INPUT -
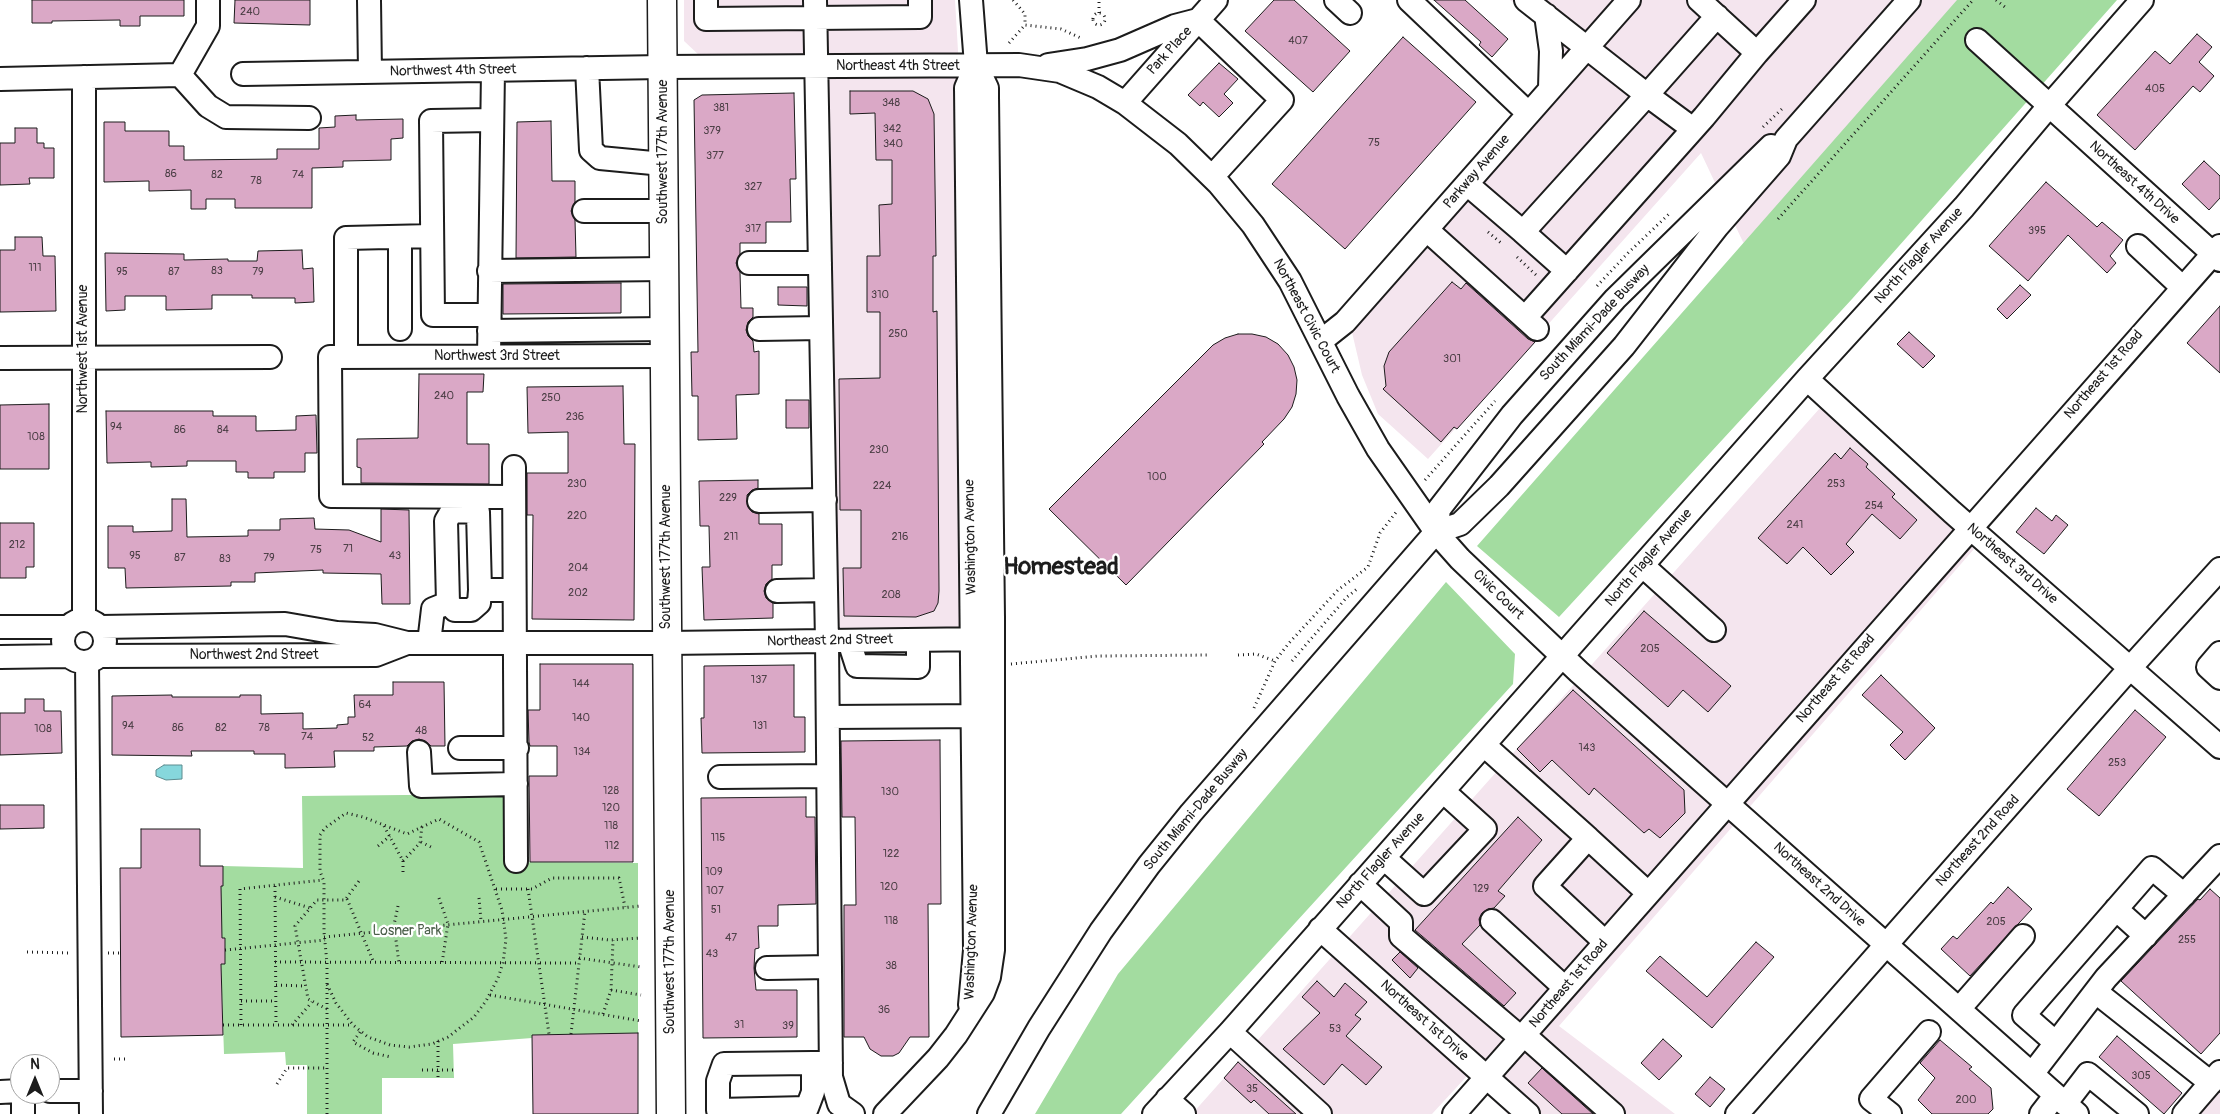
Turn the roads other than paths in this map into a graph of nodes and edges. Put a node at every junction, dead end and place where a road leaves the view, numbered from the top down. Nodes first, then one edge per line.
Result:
1 (208, 0) edge
2 (369, 0) edge
3 (662, 0) edge
4 (706, 0) edge
5 (920, 0) edge
6 (971, 0) edge
7 (1216, 0) edge
8 (1409, 0) edge
9 (1526, 0) edge
10 (1629, 0) edge
11 (1699, 0) edge
12 (1804, 0) edge
13 (1909, 0) edge
14 (2142, 0) edge
15 (816, 10) edge
16 (1546, 15) junction
17 (1717, 16) junction
18 (1198, 20) junction
19 (1977, 40) dead end
20 (1588, 47) junction
21 (1757, 53) junction
22 (976, 65) junction
23 (816, 66) junction
24 (1037, 66) junction
25 (662, 67) junction
26 (587, 68) junction
27 (492, 70) junction
28 (370, 72) junction
29 (243, 74) dead end
30 (180, 75) junction
31 (84, 77) junction
32 (0, 78) edge
33 (1550, 88) junction
34 (1647, 95) junction
35 (1125, 103) junction
36 (2049, 106) junction
37 (1528, 113) junction
38 (309, 118) dead end
39 (492, 120) junction
40 (1693, 129) junction
41 (1786, 139) junction
42 (663, 164) junction
43 (1212, 178) junction
44 (1467, 184) junction
45 (584, 211) dead end
46 (664, 211) junction
47 (1427, 230) junction
48 (1523, 232) junction
49 (432, 236) junction
50 (400, 237) junction
51 (2138, 246) dead end
52 (2218, 253) edge
53 (748, 263) dead end
54 (820, 263) junction
55 (664, 269) junction
56 (489, 271) junction
57 (1567, 271) junction
58 (2182, 287) junction
59 (489, 323) junction
60 (665, 328) junction
61 (759, 328) dead end
62 (821, 328) junction
63 (400, 329) dead end
64 (1321, 341) junction
65 (488, 356) junction
66 (665, 356) junction
67 (270, 357) dead end
68 (338, 357) junction
69 (0, 358) edge
70 (83, 358) junction
71 (1806, 379) junction
72 (514, 467) dead end
73 (514, 497) junction
74 (824, 500) junction
75 (758, 501) dead end
76 (1970, 527) junction
77 (1436, 532) junction
78 (1643, 566) junction
79 (2220, 569) edge
80 (480, 590) junction
81 (514, 590) junction
82 (826, 590) junction
83 (777, 592) dead end
84 (448, 603) junction
85 (84, 625) junction
86 (222, 625) junction
87 (0, 627) edge
88 (1714, 630) dead end
89 (337, 633) junction
90 (982, 639) junction
91 (838, 641) junction
92 (515, 642) junction
93 (418, 643) junction
94 (667, 643) junction
95 (2220, 653) edge
96 (337, 655) junction
97 (222, 656) junction
98 (1561, 656) junction
99 (0, 657) edge
100 (85, 658) junction
101 (2130, 668) junction
102 (2220, 678) edge
103 (983, 716) junction
104 (828, 717) junction
105 (2218, 740) edge
106 (1484, 745) junction
107 (460, 748) dead end
108 (517, 748) junction
109 (419, 752) dead end
110 (828, 776) junction
111 (720, 777) dead end
112 (516, 784) junction
113 (1443, 791) junction
114 (1727, 803) junction
115 (1588, 838) junction
116 (1384, 858) junction
117 (516, 861) dead end
118 (2218, 864) edge
119 (1360, 884) junction
120 (1648, 893) junction
121 (2184, 895) junction
122 (2116, 909) junction
123 (1492, 921) dead end
124 (1320, 929) junction
125 (2023, 936) dead end
126 (2146, 936) junction
127 (1605, 942) junction
128 (1885, 945) junction
129 (830, 967) junction
130 (767, 968) dead end
131 (1565, 988) junction
132 (2096, 992) junction
133 (1959, 1009) junction
134 (1230, 1032) junction
135 (1929, 1032) dead end
136 (1523, 1037) junction
137 (2056, 1043) junction
138 (2032, 1074) junction
139 (1487, 1077) junction
140 (2217, 1080) edge
141 (60, 1091) edge
142 (90, 1091) junction
143 (2066, 1105) edge
144 (1160, 1107) edge
145 (91, 1114) edge
146 (671, 1114) edge
147 (853, 1114) edge
148 (885, 1114) edge
149 (989, 1114) edge
150 (1184, 1114) edge
151 (1320, 1114) edge
152 (1454, 1114) edge
153 (1528, 1114) edge
154 (1613, 1114) edge
155 (1737, 1114) edge
156 (1890, 1114) edge
157 (2041, 1114) edge
158 (2137, 1114) edge
159 (2184, 1114) edge

1 - 30 street
2 - 28 street
3 - 25 main road, Southwest 177th Avenue
4 - 15 street
5 - 15 street
6 - 22 street, Washington Avenue
7 - 18 street, Park Place
8 - 37 street
9 - 16 street
10 - 20 street, Parkway Avenue
11 - 17 street
12 - 21 street
13 - 41 street, South Miami-Dade Busway
14 - 36 street, North Flagler Avenue
15 - 23 street
16 - 20 street
16 - 33 street
17 - 21 street
17 - 34 street
18 - 24 street
18 - 35 street, Park Place
18 - 43 street
19 - 36 street, Northeast 4th Drive
20 - 33 street, Parkway Avenue
20 - 34 street
21 - 40 street
22 - 23 street, Northeast 4th Street
22 - 24 street, Northeast 4th Street
22 - 90 street, Washington Avenue
23 - 25 street, Northeast 4th Street
23 - 54 street
24 - 35 street, Northeast 4th Street
25 - 26 street, Northwest 4th Street
25 - 42 main road, Southwest 177th Avenue
26 - 27 street, Northwest 4th Street
26 - 42 street
27 - 28 street, Northwest 4th Street
27 - 39 street
28 - 29 street, Northwest 4th Street
30 - 31 street
30 - 38 street
31 - 32 street
31 - 70 street, Northwest 1st Avenue
33 - 37 street, Parkway Avenue
34 - 40 street
34 - 48 street
35 - 43 street, Northeast Civic Court
36 - 52 street, Northeast 4th Drive
36 - 71 street, North Flagler Avenue
37 - 44 street, Parkway Avenue
39 - 49 street
39 - 56 street
40 - 57 street
41 - 77 street, South Miami-Dade Busway
41 - 77 street, South Miami-Dade Busway
42 - 46 main road, Southwest 177th Avenue
43 - 64 street, Northeast Civic Court
44 - 47 street, Parkway Avenue
44 - 48 street
45 - 46 street
46 - 55 main road, Southwest 177th Avenue
47 - 57 street
47 - 64 street, Parkway Avenue
48 - 57 street
49 - 50 street
49 - 59 street
50 - 63 street
50 - 68 street
51 - 58 street
52 - 58 street, Northeast 1st Road
53 - 54 street
54 - 62 street
55 - 56 street
55 - 60 main road, Southwest 177th Avenue
56 - 59 street
58 - 76 street, Northeast 1st Road
59 - 60 street
59 - 65 street
60 - 66 main road, Southwest 177th Avenue
61 - 62 street
62 - 74 street
64 - 77 street, Northeast Civic Court
65 - 66 street, Northwest 3rd Street
65 - 68 street, Northwest 3rd Street
66 - 94 main road, Southwest 177th Avenue
67 - 70 street
68 - 73 street
69 - 70 street
70 - 85 street, Northwest 1st Avenue
71 - 76 street, Northeast 3rd Drive
71 - 78 street, North Flagler Avenue
72 - 73 street
73 - 81 street
74 - 75 street
74 - 82 street
76 - 101 street, Northeast 3rd Drive
76 - 114 street, Northeast 1st Road
77 - 98 street, Civic Court
77 - 149 street, South Miami-Dade Busway
78 - 88 street
78 - 98 street, North Flagler Avenue
79 - 101 street, Northeast 2nd Road
80 - 81 street
80 - 84 street
80 - 84 street
81 - 92 street
82 - 83 street
82 - 91 street
84 - 93 street
85 - 86 street, Northwest 2nd Street
85 - 87 street, Northwest 2nd Street
85 - 100 street
85 - 100 street
86 - 89 street, Northwest 2nd Street
86 - 97 street
89 - 93 street, Northwest 2nd Street
89 - 96 street
90 - 91 street, Northeast 2nd Street
90 - 103 street, Washington Avenue
90 - 103 street, Washington Avenue
91 - 94 street, Northeast 2nd Street
91 - 104 street
92 - 93 street, Northwest 2nd Street
92 - 94 street, Northwest 2nd Street
92 - 108 street
93 - 96 street, Northwest 2nd Street
94 - 146 main road, Southwest 177th Avenue
95 - 102 street
96 - 97 street, Northwest 2nd Street
97 - 100 street, Northwest 2nd Street
98 - 106 street, North Flagler Avenue
98 - 114 street, Northeast 2nd Drive
99 - 100 street, Northwest 2nd Street
100 - 142 street
101 - 105 street, Northeast 3rd Drive
101 - 128 street, Northeast 2nd Road
103 - 104 street
103 - 148 street, Washington Avenue
104 - 110 street
106 - 113 street, North Flagler Avenue
106 - 115 street
107 - 108 street
108 - 112 street
109 - 112 street
110 - 111 street
110 - 129 street
112 - 117 street
113 - 116 street, North Flagler Avenue
113 - 116 street
114 - 120 street, Northeast 1st Road
114 - 128 street, Northeast 2nd Drive
115 - 120 street
115 - 127 street
116 - 119 street, North Flagler Avenue
118 - 121 street
119 - 124 street, North Flagler Avenue
119 - 136 street
120 - 127 street, Northeast 1st Road
121 - 122 street
121 - 126 street
122 - 126 street
122 - 137 street
123 - 131 street
124 - 134 street, North Flagler Avenue
124 - 139 street, Northeast 1st Drive
125 - 133 street
126 - 132 street
127 - 131 street, Northeast 1st Road
128 - 133 street, Northeast 2nd Drive
128 - 155 street, Northeast 2nd Road
129 - 130 street
129 - 147 street
131 - 136 street, Northeast 1st Road
132 - 137 street
132 - 140 street
133 - 138 street, Northeast 2nd Drive
134 - 144 street, North Flagler Avenue
134 - 151 street
135 - 156 street
136 - 139 street, Northeast 1st Road
136 - 154 street
137 - 138 street
138 - 143 street, Northeast 2nd Drive
139 - 152 street, Northeast 1st Road
139 - 153 street, Northeast 1st Drive
140 - 159 street
141 - 142 street
142 - 145 street
143 - 157 street
143 - 158 street
144 - 150 street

EXERCISE GOAL -
In the lines above, find each one with "main" and list it.

SOLUTION FOR THIS EXERCISE -
3 - 25 main road, Southwest 177th Avenue
25 - 42 main road, Southwest 177th Avenue
42 - 46 main road, Southwest 177th Avenue
46 - 55 main road, Southwest 177th Avenue
55 - 60 main road, Southwest 177th Avenue
60 - 66 main road, Southwest 177th Avenue
66 - 94 main road, Southwest 177th Avenue
94 - 146 main road, Southwest 177th Avenue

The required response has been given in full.